Siddique T, Pericak-Vance M A, Brooks B R, Roos R P, Hung W Y, Antel J P, Munsat T L, Phillips K, Warner K, Speer M
Duke University Medical Center, Durham, NC 27710.
Neurology. 1989 Jul;39(7):919-25. doi: 10.1212/wnl.39.7.919.
Familial amyotrophic lateral sclerosis (FALS) constitutes 5 to 10% of cases of ALS and, in most families, its inheritance is consistent with an autosomal dominant trait with age-dependent penetrance. The biochemical abnormality underlying the disorder is unknown. We analyzed DNA from 131 members of 6 multigenerational ALS families, which included 13 affected members, for genetic linkage to 39 expressed and DNA markers, using the techniques of 2-point linkage analysis, multilocus linkage analysis, and exclusion mapping. We identified FALS families with structures suitable for linkage, by computer simulation techniques.

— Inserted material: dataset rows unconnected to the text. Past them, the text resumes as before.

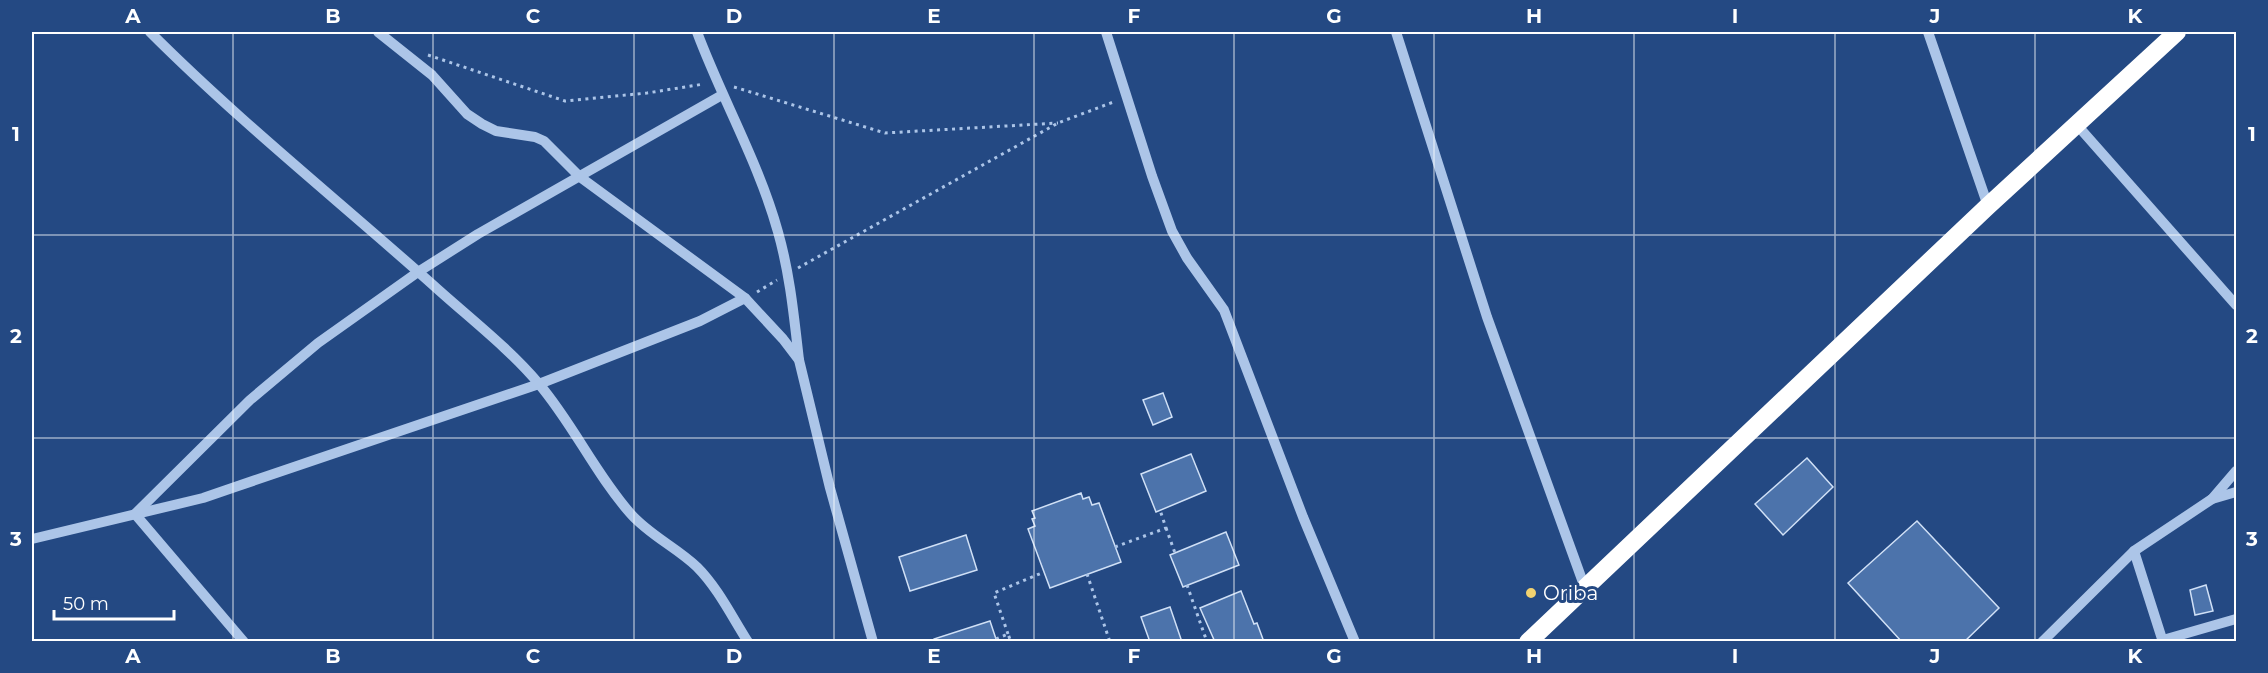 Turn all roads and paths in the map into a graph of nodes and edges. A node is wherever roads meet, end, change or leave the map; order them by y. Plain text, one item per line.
1 (150, 32) edge
2 (378, 32) edge
3 (697, 32) edge
4 (1106, 32) edge
5 (1396, 32) edge
6 (1928, 32) edge
7 (2177, 32) edge
8 (722, 95) junction
9 (1126, 97) junction
10 (2077, 125) junction
11 (580, 177) junction
12 (1988, 206) junction
13 (418, 272) junction
14 (788, 274) junction
15 (745, 298) junction
16 (2236, 305) edge
17 (799, 360) junction
18 (539, 384) junction
19 (2236, 471) edge
20 (2236, 492) edge
21 (2212, 498) junction
22 (1160, 510) dead end
23 (135, 514) junction
24 (1166, 528) junction
25 (32, 539) edge
26 (1115, 547) dead end
27 (2134, 551) junction
28 (1175, 553) dead end
29 (1044, 572) dead end
30 (1087, 574) dead end
31 (1187, 585) dead end
32 (1585, 588) junction
33 (2236, 619) edge
34 (1008, 634) junction
35 (996, 639) dead end
36 (2163, 641) edge
37 (244, 642) edge
38 (748, 642) edge
39 (873, 642) edge
40 (1011, 642) edge
41 (1110, 642) edge
42 (1207, 642) edge
43 (1355, 642) edge
44 (1528, 642) edge
45 (2042, 642) edge

1 - 13 street
2 - 11 street
3 - 8 street
4 - 9 street
5 - 32 street
6 - 12 street
7 - 10 highway
8 - 11 street
8 - 14 street
9 - 14 path
9 - 43 street
10 - 12 highway
10 - 16 street
11 - 13 street
11 - 15 street
12 - 32 highway
13 - 18 street
13 - 23 street
14 - 15 path
14 - 17 street
15 - 17 street
15 - 18 street
17 - 39 street
18 - 23 street
18 - 38 street
19 - 21 street
20 - 21 street
21 - 27 street
22 - 24 path
23 - 25 street
23 - 37 street
24 - 26 path
24 - 28 path
27 - 36 street
27 - 45 street
29 - 34 path
30 - 41 path
31 - 42 path
32 - 44 highway
33 - 36 street
34 - 35 path
34 - 40 path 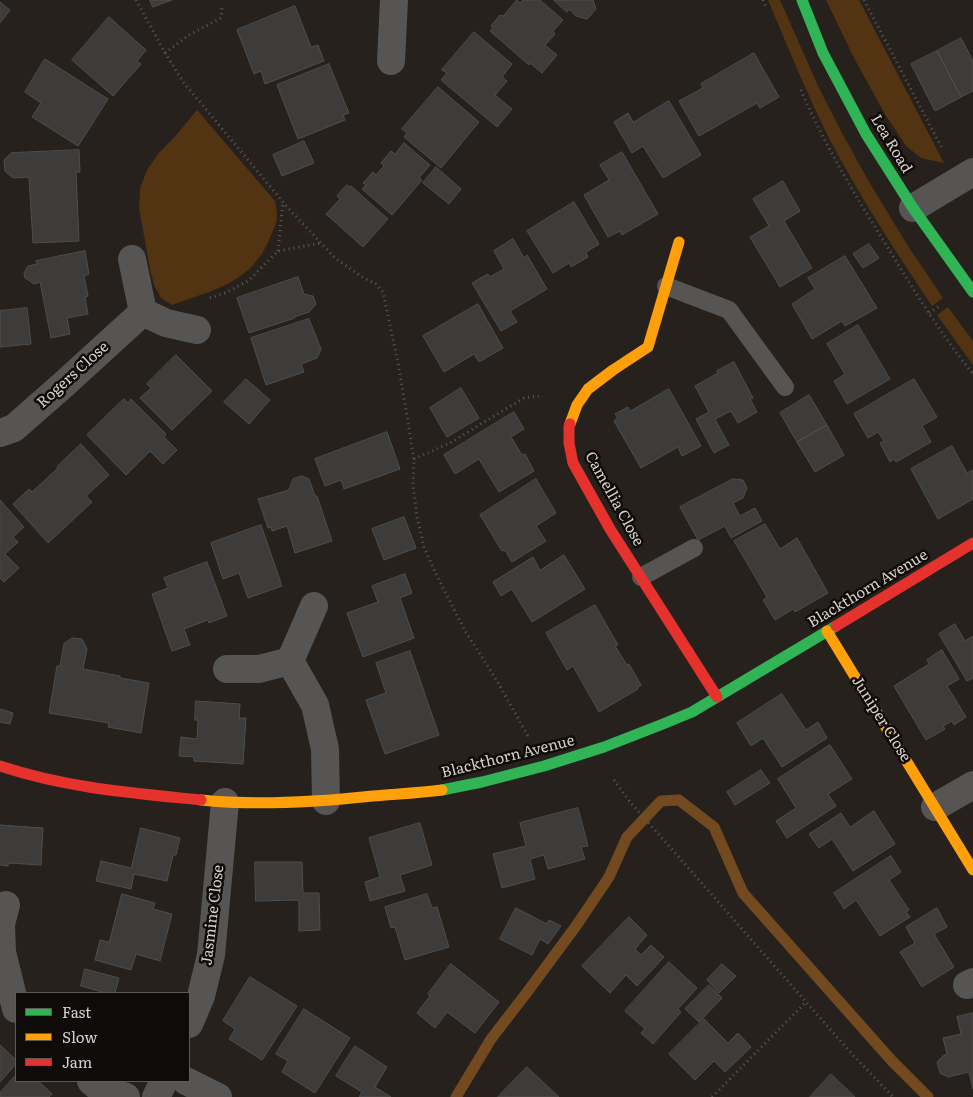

A DNA bank established to provide optimum use of available FALS families provided DNA from immortalized lymphoblast cell lines and frozen postmortem tissue. We could not link FALS to any of the markers studied, but excluded chromosome regions unlikely to be a locus of the FALS gene. With the help of this exclusion data, we will concentrate on regions of the human genome that remain unexcluded.